At the time, the town did some basic removal and fencing, but the question of what to do with that nightmare pit remained largely unanswered.
Just this month, Chapel Hill and the NC Department of Environmental Quality (DEQ) have released a draft agreement to officially designate the area as a brownfields site, taking a first step towards possible future redevelopment of the property.
The 66-page document does not set out an exact plan for the site. It does, however, call for the town to “design a remedy” in the form of a structural cap before redeveloping the site (some residents have previously argued that removing the coal ash is the only way to ensure it does not escape in the future). The agreement would also limit the area to non-residential uses only.

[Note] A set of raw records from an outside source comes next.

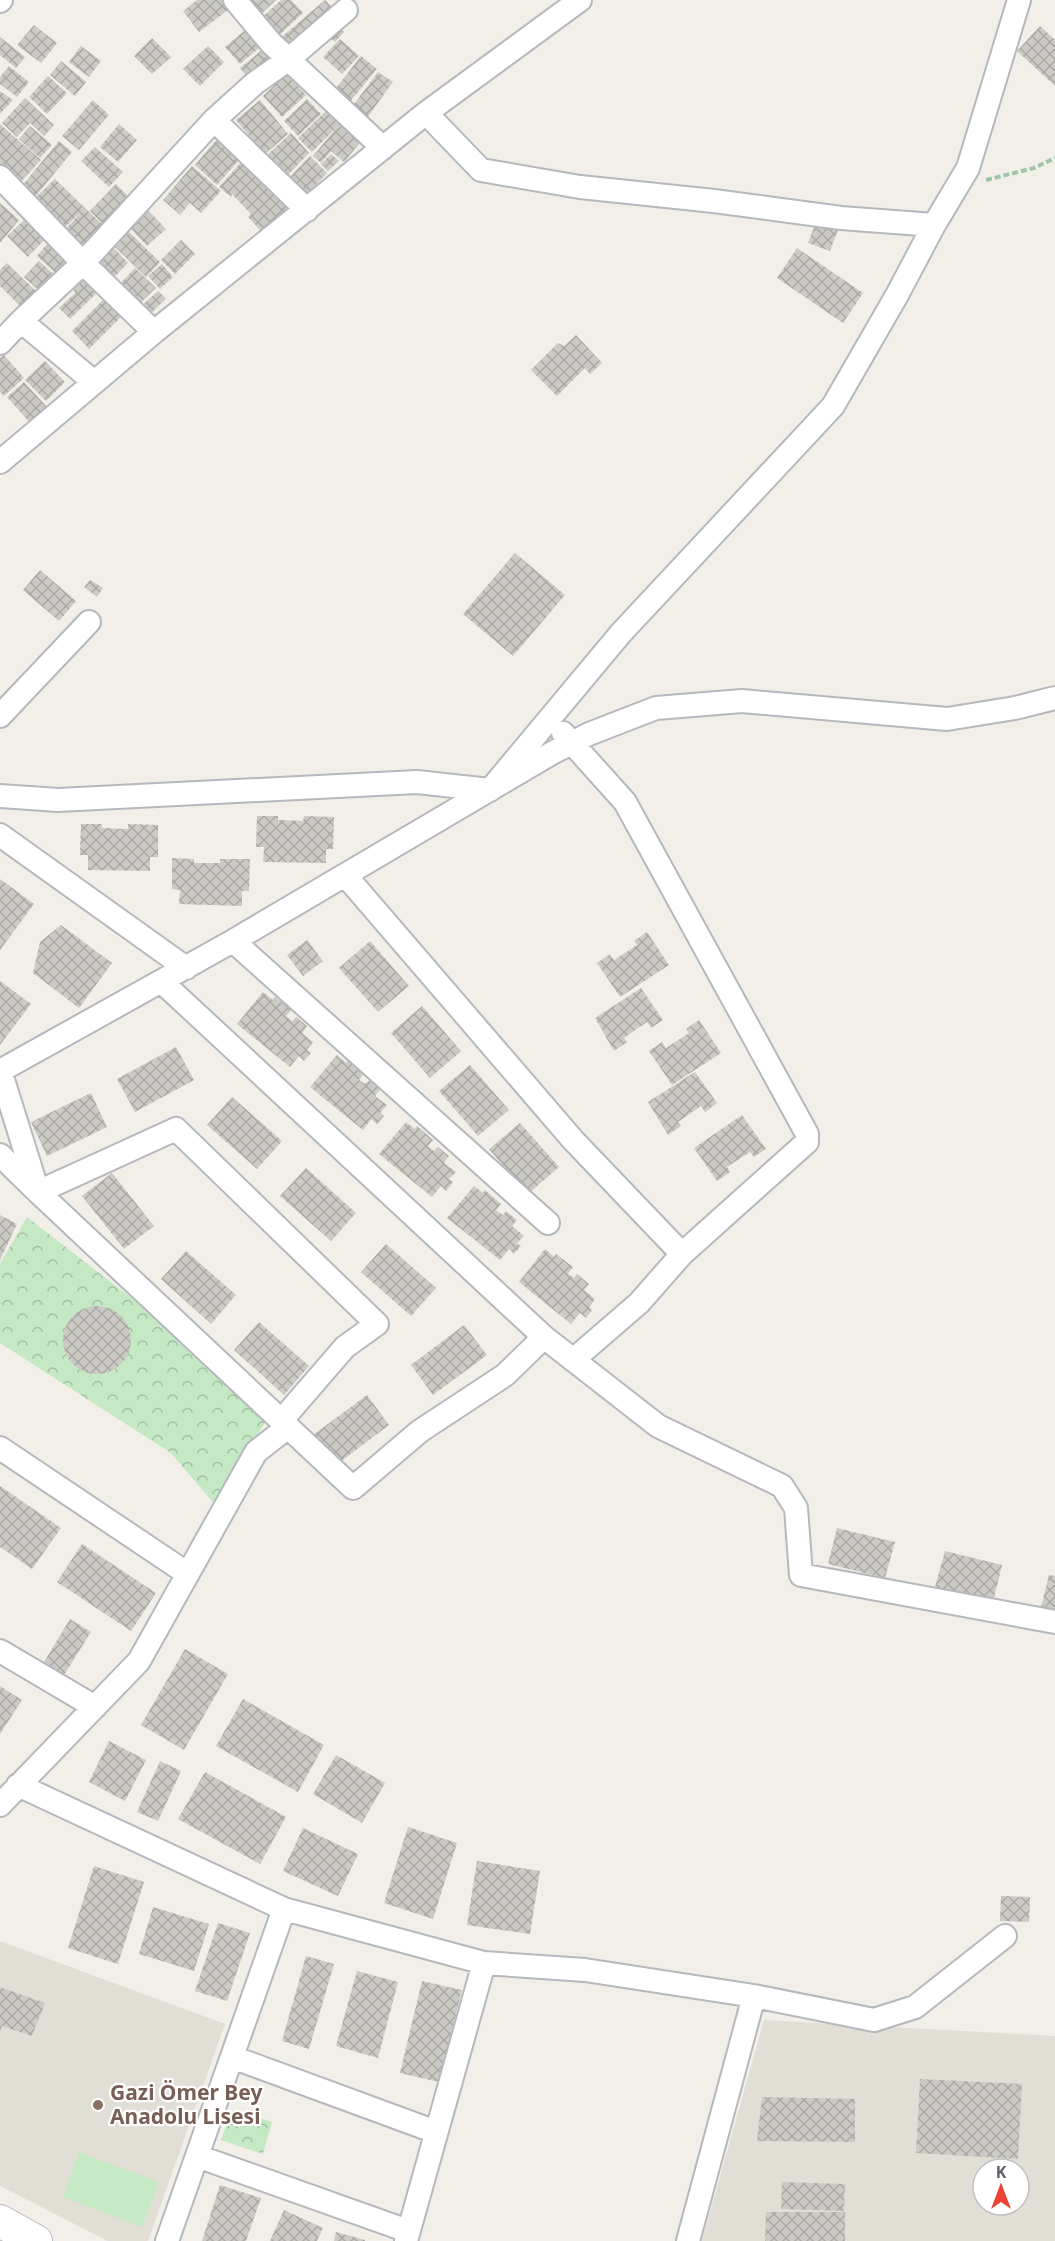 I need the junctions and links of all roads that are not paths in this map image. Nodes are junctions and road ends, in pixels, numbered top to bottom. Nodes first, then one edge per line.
1 (235, 0) edge
2 (580, 0) edge
3 (1019, 0) edge
4 (346, 10) dead end
5 (289, 59) junction
6 (426, 113) junction
7 (213, 120) junction
8 (383, 148) junction
9 (0, 177) edge
10 (307, 210) junction
11 (934, 225) junction
12 (83, 263) junction
13 (21, 321) junction
14 (154, 332) junction
15 (0, 343) edge
16 (94, 382) junction
17 (0, 462) edge
18 (89, 622) dead end
19 (1055, 698) edge
20 (0, 716) edge
21 (551, 717) junction
22 (572, 743) junction
23 (490, 790) junction
24 (0, 796) edge
25 (0, 835) edge
26 (345, 876) junction
27 (233, 941) junction
28 (186, 968) junction
29 (162, 982) junction
30 (0, 1070) edge
31 (0, 1155) edge
32 (38, 1192) junction
33 (548, 1223) dead end
34 (682, 1254) junction
35 (544, 1337) junction
36 (573, 1360) junction
37 (284, 1424) junction
38 (0, 1448) edge
39 (188, 1574) junction
40 (1055, 1622) edge
41 (0, 1651) edge
42 (95, 1707) junction
43 (18, 1785) junction
44 (0, 1805) edge
45 (284, 1909) junction
46 (1005, 1936) dead end
47 (484, 1963) junction
48 (754, 1996) junction
49 (232, 2057) junction
50 (436, 2132) junction
51 (197, 2156) junction
52 (0, 2221) edge
53 (407, 2236) edge
54 (36, 2241) edge
55 (167, 2241) edge
56 (688, 2241) edge

1 - 5 street
2 - 6 street
3 - 11 street
4 - 5 street
5 - 7 street
5 - 8 street
6 - 8 street
6 - 11 street
7 - 10 street
7 - 12 street
8 - 10 street
9 - 12 street
10 - 14 street
11 - 21 street
12 - 13 street
12 - 14 street
13 - 15 street
13 - 16 street
14 - 16 street
16 - 17 street
18 - 20 street
19 - 22 street
21 - 22 street
21 - 23 street
22 - 23 street
22 - 34 street
23 - 24 street
23 - 26 street
25 - 28 street
26 - 27 street
26 - 34 street
27 - 28 street
27 - 33 street
28 - 29 street
29 - 30 street
29 - 35 street
30 - 32 street
31 - 32 street
32 - 37 street
32 - 37 street
34 - 36 street
35 - 36 street
35 - 37 street
36 - 40 street
37 - 39 street
38 - 39 street
39 - 42 street
41 - 42 street
42 - 43 street
43 - 44 street
43 - 45 street
45 - 47 street
45 - 49 street
46 - 48 street
47 - 48 street
47 - 50 street
48 - 56 street
49 - 50 street
49 - 51 street
50 - 53 street
51 - 53 street
51 - 55 street
52 - 54 street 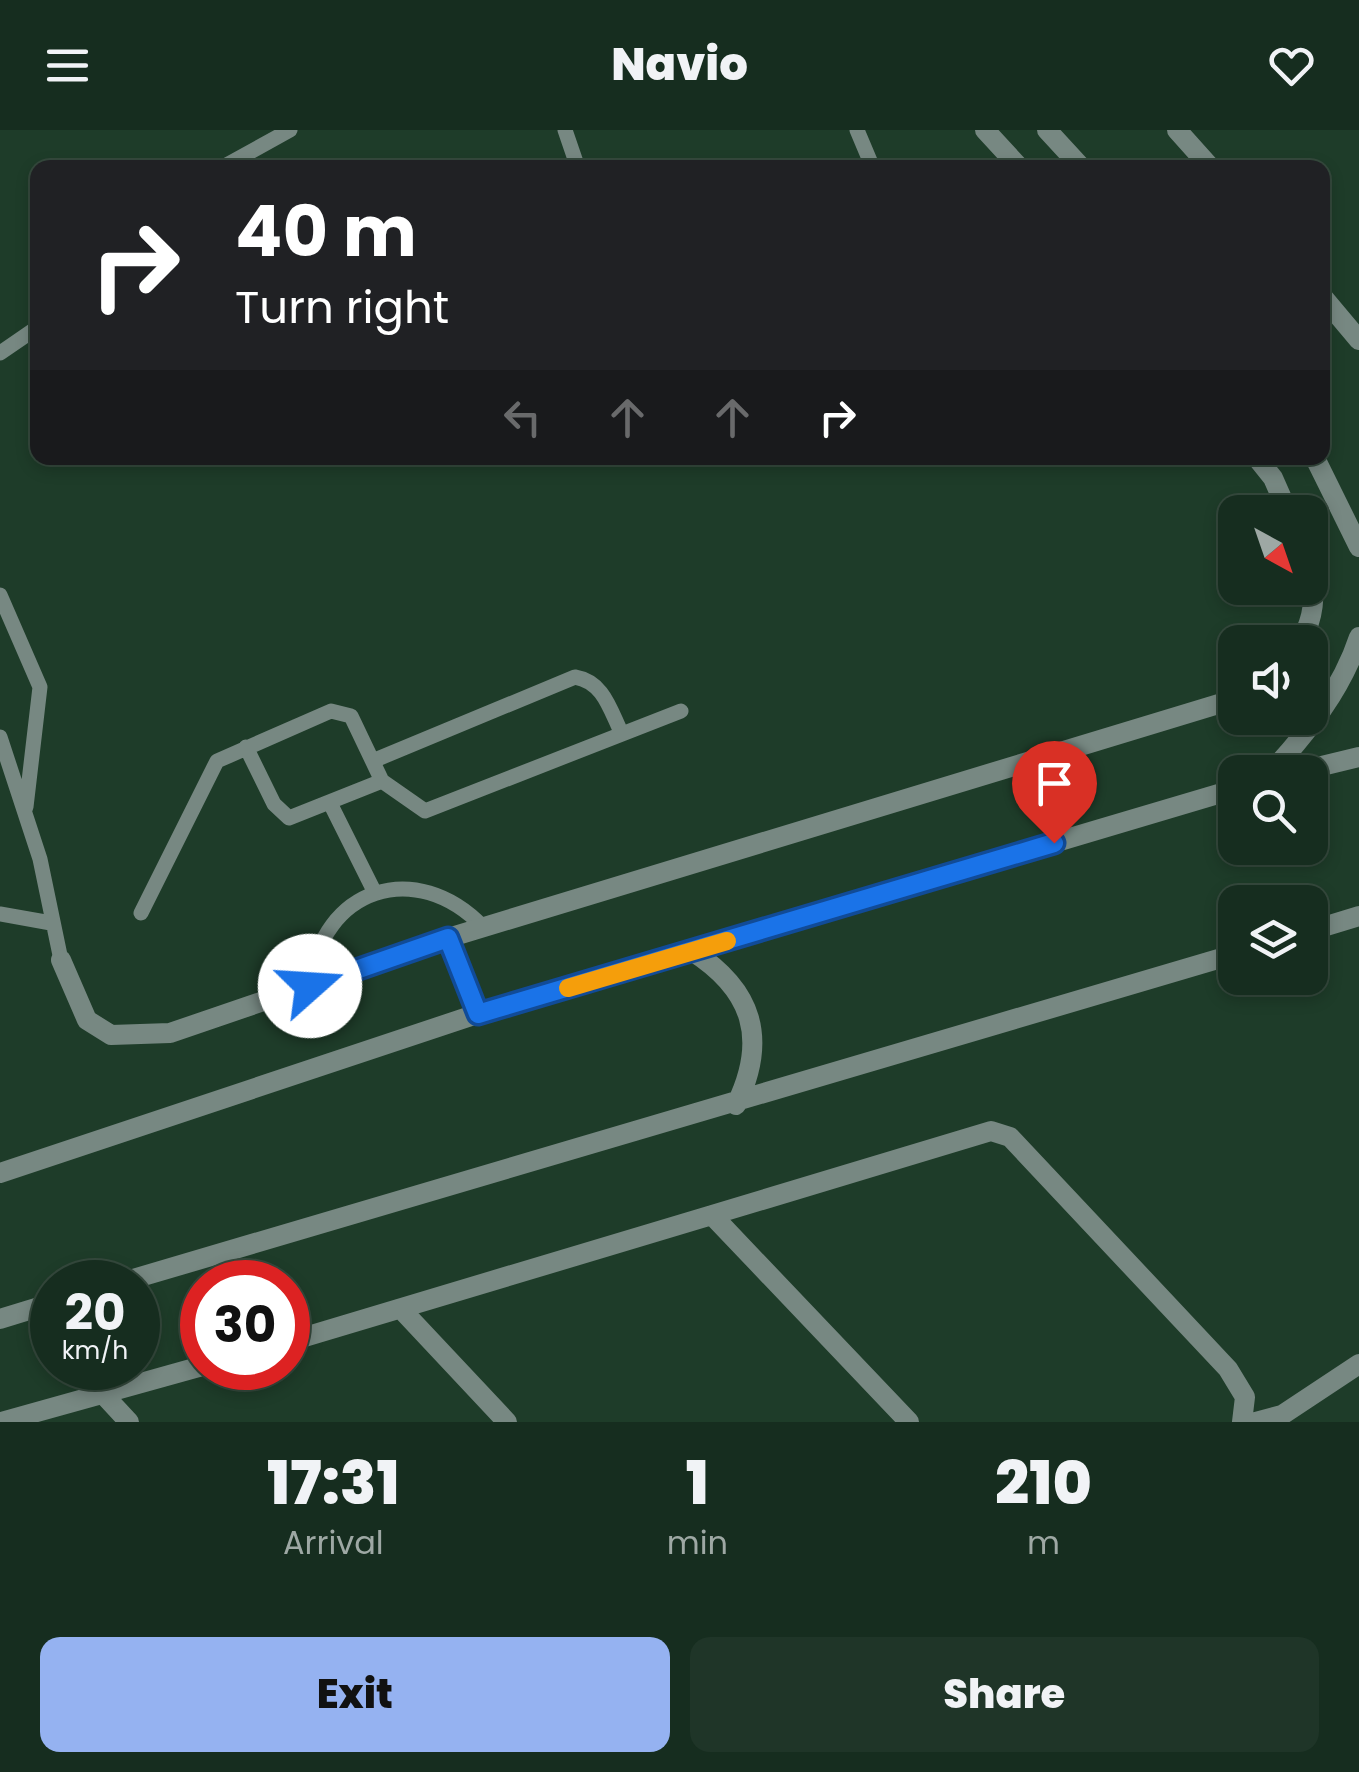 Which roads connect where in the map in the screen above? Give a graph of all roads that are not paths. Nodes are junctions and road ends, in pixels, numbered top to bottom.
1 (290, 130) edge
2 (564, 130) edge
3 (858, 130) edge
4 (986, 130) edge
5 (1048, 130) edge
6 (1177, 130) edge
7 (236, 160) edge
8 (575, 160) edge
9 (870, 160) edge
10 (1013, 160) edge
11 (1075, 160) edge
12 (1204, 160) edge
13 (1330, 306) edge
14 (30, 333) edge
15 (1359, 340) edge
16 (0, 353) edge
17 (1261, 465) edge
18 (1318, 465) edge
19 (1278, 495) edge
20 (1359, 547) edge
21 (0, 595) edge
22 (1359, 638) edge
23 (1218, 704) edge
24 (682, 712) dead end
25 (622, 734) junction
26 (0, 737) edge
27 (246, 747) junction
28 (1287, 755) edge
29 (1359, 757) edge
30 (375, 760) junction
31 (1328, 764) edge
32 (382, 781) junction
33 (1218, 794) edge
34 (330, 803) junction
35 (26, 811) junction
36 (374, 893) junction
37 (141, 913) dead end
38 (0, 916) edge
39 (1359, 916) edge
40 (50, 923) junction
41 (1328, 925) edge
42 (484, 928) junction
43 (448, 938) junction
44 (692, 951) junction
45 (1218, 959) edge
46 (62, 960) joint
47 (310, 986) junction
48 (478, 1014) junction
49 (736, 1105) junction
50 (0, 1173) edge
51 (712, 1215) junction
52 (160, 1271) edge
53 (30, 1310) edge
54 (401, 1310) junction
55 (0, 1319) edge
56 (310, 1336) edge
57 (1359, 1364) edge
58 (180, 1372) edge
59 (103, 1394) junction
60 (1, 1422) edge
61 (129, 1422) edge
62 (507, 1422) edge
63 (910, 1422) edge
64 (1242, 1422) edge
65 (1256, 1422) edge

The draft agreement is available for public comment until the end of the month. Check out the full rundown here.
And have a good Tuesday.
—Chase
Durham
ICYMI: Holloway Street, Durham’s busiest transit corridor, will receive $12 million worth of pedestrian upgrades from a federal grant.
Wake
Some Wake County residents will pay thousands of dollars more in property taxes following revaluation.
Changes are in store for the Carolina Hurricanes.
Orange
Chapel Hill and Carrboro have a long history of towing.
North Carolina
Gov. Cooper signed bills providing stop-gap funding for child care centers in the state and giving teachers promised raises.
Duke Energy says that silent testing caused alarms to sound unexpectedly at Shearon Harris Nuclear Plant on Monday.
Today’s weather
Sunny with a high of 98 degrees.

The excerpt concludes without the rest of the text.